Sue Smallman, Pat Hardy, Tracy Asseltine, Doreen Jeffers, and Bridget Lewis at the Royal Winter Fair, 1991.

Whether through serving on the Board of Directors or the Committees; attending workshops, seminars, conferences, and fibre events together; or sharing stories over the 100-inch loom, KHWS provides a community for many of its members. These personal stories highlight the important social role of the Guild.

Ruth Macleod talks about the friendships she built in the Guild.

Many members live in areas outside of Kingston and sometimes find it difficult to attend monthly meetings and events. In these communities, small fibre groups related to KHWS have formed to remain connected. Christine English, a member of the "Fibrerats" group, talks about her experience living outside of Kingston as a member of the Guild.

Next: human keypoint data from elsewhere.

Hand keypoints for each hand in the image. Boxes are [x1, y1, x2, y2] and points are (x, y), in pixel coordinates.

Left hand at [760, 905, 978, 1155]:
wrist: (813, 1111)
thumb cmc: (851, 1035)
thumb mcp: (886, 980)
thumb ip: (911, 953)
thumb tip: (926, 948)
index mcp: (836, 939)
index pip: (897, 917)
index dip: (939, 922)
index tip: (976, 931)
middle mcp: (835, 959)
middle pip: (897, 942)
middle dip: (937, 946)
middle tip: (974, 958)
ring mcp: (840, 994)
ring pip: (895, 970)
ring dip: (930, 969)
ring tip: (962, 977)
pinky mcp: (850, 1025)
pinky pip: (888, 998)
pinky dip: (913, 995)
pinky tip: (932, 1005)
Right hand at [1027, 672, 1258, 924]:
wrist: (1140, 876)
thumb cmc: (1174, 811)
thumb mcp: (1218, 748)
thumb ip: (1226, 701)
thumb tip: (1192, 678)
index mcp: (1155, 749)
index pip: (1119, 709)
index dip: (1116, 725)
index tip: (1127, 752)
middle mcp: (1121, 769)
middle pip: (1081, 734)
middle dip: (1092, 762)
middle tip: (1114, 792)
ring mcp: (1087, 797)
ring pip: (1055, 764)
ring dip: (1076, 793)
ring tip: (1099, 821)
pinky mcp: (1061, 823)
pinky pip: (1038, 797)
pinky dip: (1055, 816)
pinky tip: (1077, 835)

Christine English discusses the formation of the Northern Spinners and Fibrerats, which includes many members of the KHWS.

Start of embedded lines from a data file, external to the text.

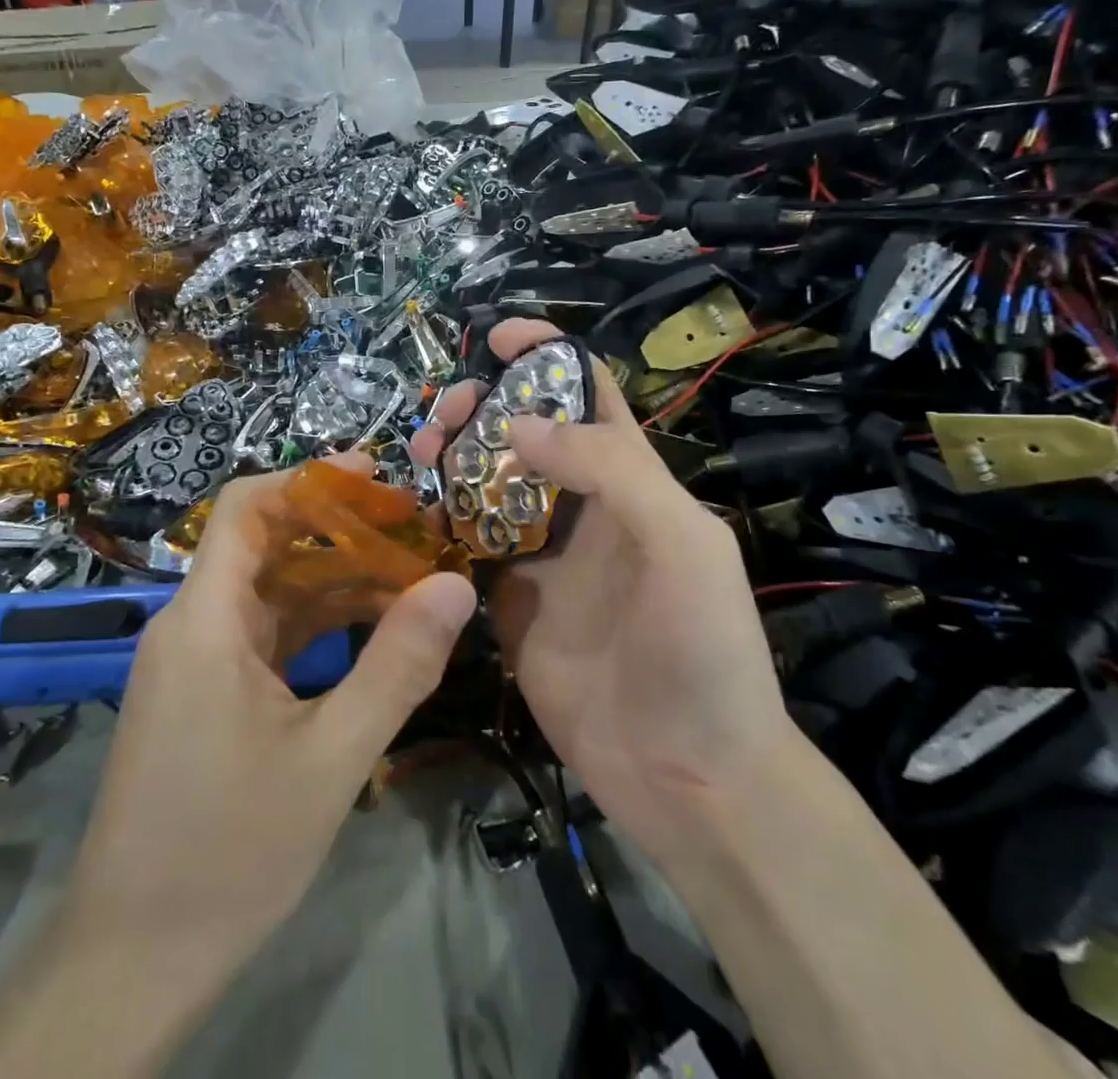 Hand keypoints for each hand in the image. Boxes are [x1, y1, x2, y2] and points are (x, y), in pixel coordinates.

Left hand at [62, 456, 476, 1070]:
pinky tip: (369, 632)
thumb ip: (398, 666)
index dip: (308, 479)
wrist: (132, 959)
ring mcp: (195, 660)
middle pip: (266, 545)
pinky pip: (264, 634)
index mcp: (206, 620)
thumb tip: (456, 586)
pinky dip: (315, 624)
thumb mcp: (332, 757)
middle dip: (339, 531)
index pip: (245, 507)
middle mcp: (192, 624)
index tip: (375, 478)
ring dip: (335, 581)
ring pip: (270, 592)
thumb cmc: (229, 850)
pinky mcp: (204, 692)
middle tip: (414, 533)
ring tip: (409, 579)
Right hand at [412, 319, 793, 867]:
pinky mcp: (508, 603)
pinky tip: (415, 516)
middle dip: (482, 408)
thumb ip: (609, 471)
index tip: (497, 339)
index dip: (546, 356)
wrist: (691, 777)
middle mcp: (581, 507)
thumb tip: (519, 425)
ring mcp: (541, 556)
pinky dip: (438, 522)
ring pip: (486, 483)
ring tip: (420, 457)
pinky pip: (467, 546)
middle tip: (444, 418)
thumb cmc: (702, 649)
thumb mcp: (680, 543)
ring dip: (451, 458)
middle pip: (522, 432)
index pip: (587, 394)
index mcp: (630, 480)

In 2021, the Kingston Handloom Weavers and Spinners lost an important member of their community. Bridget Lewis was a Master Weaver and Master Spinner who ran and coordinated workshops in the Guild and mentored many beginner weavers. She worked as an Occupational Therapist at the Child Development Centre in Kingston, and travelled the world to pursue her love of fibre and to expand her knowledge of weaving techniques and materials. She received the Ontario Handweavers and Spinners Award of Merit for her contributions to the fibre arts and to KHWS. A testament to Lewis's influence within the Guild, the majority of members interviewed for the Threads of History project shared their memories of her. Nancy Bowman recounts meeting Lewis and highlights her contributions to the group. 

Nancy Bowman talks about her friendship with Bridget Lewis, Beth Abbot, and Doreen Jeffers.

A sweater sewn by Bridget Lewis, using handwoven fabric.